Transcutaneous immunization induces mucosal and systemic immunity: a potent method for targeting immunity to the female reproductive tract

Abstract

Listen

Translate article

Female BALB/c mice were immunized with tetanus toxoid (TT) admixed with cholera toxin by direct application to shaved skin (Transcutaneous immunization, TCI). Tetanus toxoid-specific IgG and IgA in serum, saliva, vaginal lavage and fecal pellets were assayed by ELISA. Tetanus toxoid specific antibody-secreting cell (ASC) numbers were also determined by immunohistochemistry in sections of vagina, uterus, salivary gland and small intestine of immunized mice.
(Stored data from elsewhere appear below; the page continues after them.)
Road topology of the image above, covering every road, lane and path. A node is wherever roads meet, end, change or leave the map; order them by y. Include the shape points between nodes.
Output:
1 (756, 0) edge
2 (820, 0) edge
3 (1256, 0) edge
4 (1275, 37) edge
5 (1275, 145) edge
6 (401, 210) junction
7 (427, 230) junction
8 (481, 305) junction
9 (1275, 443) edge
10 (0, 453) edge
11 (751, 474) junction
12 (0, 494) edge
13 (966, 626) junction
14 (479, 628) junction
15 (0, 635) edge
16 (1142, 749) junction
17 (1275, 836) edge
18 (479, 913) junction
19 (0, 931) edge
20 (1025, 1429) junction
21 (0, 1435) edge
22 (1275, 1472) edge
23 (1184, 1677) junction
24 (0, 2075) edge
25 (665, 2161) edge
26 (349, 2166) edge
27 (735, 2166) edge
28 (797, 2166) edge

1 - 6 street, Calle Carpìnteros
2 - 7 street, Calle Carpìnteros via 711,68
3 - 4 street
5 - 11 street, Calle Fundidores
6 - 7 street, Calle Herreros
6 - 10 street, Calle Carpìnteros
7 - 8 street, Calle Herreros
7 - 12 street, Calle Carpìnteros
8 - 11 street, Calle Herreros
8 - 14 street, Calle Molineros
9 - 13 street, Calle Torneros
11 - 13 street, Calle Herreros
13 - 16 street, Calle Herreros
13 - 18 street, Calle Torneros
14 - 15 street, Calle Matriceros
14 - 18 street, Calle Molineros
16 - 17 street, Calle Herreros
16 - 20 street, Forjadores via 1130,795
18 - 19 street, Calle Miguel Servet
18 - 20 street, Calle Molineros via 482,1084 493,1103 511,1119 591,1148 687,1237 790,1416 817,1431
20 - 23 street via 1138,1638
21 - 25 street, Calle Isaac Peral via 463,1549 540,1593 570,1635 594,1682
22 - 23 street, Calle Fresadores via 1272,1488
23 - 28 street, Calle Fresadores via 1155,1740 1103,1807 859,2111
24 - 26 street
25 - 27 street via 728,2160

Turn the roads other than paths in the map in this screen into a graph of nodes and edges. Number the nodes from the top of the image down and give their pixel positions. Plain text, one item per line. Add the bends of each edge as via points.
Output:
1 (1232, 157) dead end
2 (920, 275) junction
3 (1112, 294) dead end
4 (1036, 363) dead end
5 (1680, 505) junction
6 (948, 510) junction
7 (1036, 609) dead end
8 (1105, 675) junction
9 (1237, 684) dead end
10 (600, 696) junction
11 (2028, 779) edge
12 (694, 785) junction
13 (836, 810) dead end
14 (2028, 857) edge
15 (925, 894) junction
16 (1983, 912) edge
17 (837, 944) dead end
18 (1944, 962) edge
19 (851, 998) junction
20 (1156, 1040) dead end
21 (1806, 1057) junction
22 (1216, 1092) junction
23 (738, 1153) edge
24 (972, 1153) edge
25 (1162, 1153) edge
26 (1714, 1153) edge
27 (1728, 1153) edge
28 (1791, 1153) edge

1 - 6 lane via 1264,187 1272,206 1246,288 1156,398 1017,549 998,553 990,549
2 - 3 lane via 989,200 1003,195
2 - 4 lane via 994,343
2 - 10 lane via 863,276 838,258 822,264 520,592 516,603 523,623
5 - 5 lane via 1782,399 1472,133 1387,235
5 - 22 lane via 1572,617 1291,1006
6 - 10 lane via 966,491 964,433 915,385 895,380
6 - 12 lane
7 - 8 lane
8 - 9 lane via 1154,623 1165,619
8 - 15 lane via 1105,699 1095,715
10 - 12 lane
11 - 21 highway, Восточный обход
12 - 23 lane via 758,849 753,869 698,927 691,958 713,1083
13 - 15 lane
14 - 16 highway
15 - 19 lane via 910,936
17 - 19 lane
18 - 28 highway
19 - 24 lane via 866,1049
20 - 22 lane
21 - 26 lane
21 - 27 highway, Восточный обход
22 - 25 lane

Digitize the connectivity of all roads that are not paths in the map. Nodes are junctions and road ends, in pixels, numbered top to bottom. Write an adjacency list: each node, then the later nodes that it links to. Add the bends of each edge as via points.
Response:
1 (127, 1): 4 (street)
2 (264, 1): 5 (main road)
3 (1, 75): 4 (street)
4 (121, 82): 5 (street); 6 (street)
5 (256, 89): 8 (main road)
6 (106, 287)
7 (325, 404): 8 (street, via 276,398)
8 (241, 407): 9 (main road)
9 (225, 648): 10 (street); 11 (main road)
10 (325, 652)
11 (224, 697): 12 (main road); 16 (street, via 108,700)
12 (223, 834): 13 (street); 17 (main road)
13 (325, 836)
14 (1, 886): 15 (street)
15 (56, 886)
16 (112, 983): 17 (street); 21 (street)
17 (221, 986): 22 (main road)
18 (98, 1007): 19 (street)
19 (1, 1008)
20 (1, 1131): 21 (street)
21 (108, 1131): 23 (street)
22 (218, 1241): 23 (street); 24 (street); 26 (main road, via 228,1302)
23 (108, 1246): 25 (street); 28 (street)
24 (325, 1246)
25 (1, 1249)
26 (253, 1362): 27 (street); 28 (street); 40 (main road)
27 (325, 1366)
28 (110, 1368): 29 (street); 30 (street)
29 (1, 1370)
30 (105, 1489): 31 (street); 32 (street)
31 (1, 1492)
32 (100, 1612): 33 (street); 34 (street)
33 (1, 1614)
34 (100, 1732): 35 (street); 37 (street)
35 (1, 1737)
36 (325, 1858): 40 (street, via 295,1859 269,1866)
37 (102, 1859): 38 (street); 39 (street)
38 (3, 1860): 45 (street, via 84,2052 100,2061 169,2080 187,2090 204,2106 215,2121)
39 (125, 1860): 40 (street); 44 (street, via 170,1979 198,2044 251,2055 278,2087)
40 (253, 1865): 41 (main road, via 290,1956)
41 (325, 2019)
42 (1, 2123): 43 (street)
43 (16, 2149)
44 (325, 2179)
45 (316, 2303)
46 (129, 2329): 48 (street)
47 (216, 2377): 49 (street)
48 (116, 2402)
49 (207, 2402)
TCI elicited significant levels of TT-specific IgG in serum, saliva and vaginal lavage, with the greatest increases over background seen in saliva (80–400 fold) and vaginal lavage (2–87 fold). TCI induced only modest levels of IgA in any of the samples tested (range 2–7 fold increase). In the absence of cholera toxin, application of TT alone did not result in detectable TT-specific antibodies in mucosal secretions. ASCs were found in all tissues following TCI. Cells were most frequent in uterus and vaginal tissues with ASC numbers less frequent in small intestine and salivary gland. This suggests that local production, rather than transudation from serum, is a major contributor of antibody in reproductive tract secretions. Further studies focussed on the role of sex hormones and immune induction following TCI. Animals immunized at the stage of oestrus cycle at which estrogen is abundant (Estrus), showed significantly lower levels of TT-specific IgG in vaginal lavage samples. Collectively, these data confirm the findings of Glenn and colleagues (1998), who showed TCI using cholera toxin can elicit high levels of serum IgG to both the toxin and co-administered antigen and further demonstrates that this route of immunization is particularly effective at eliciting humoral immunity in saliva and in the female reproductive tract.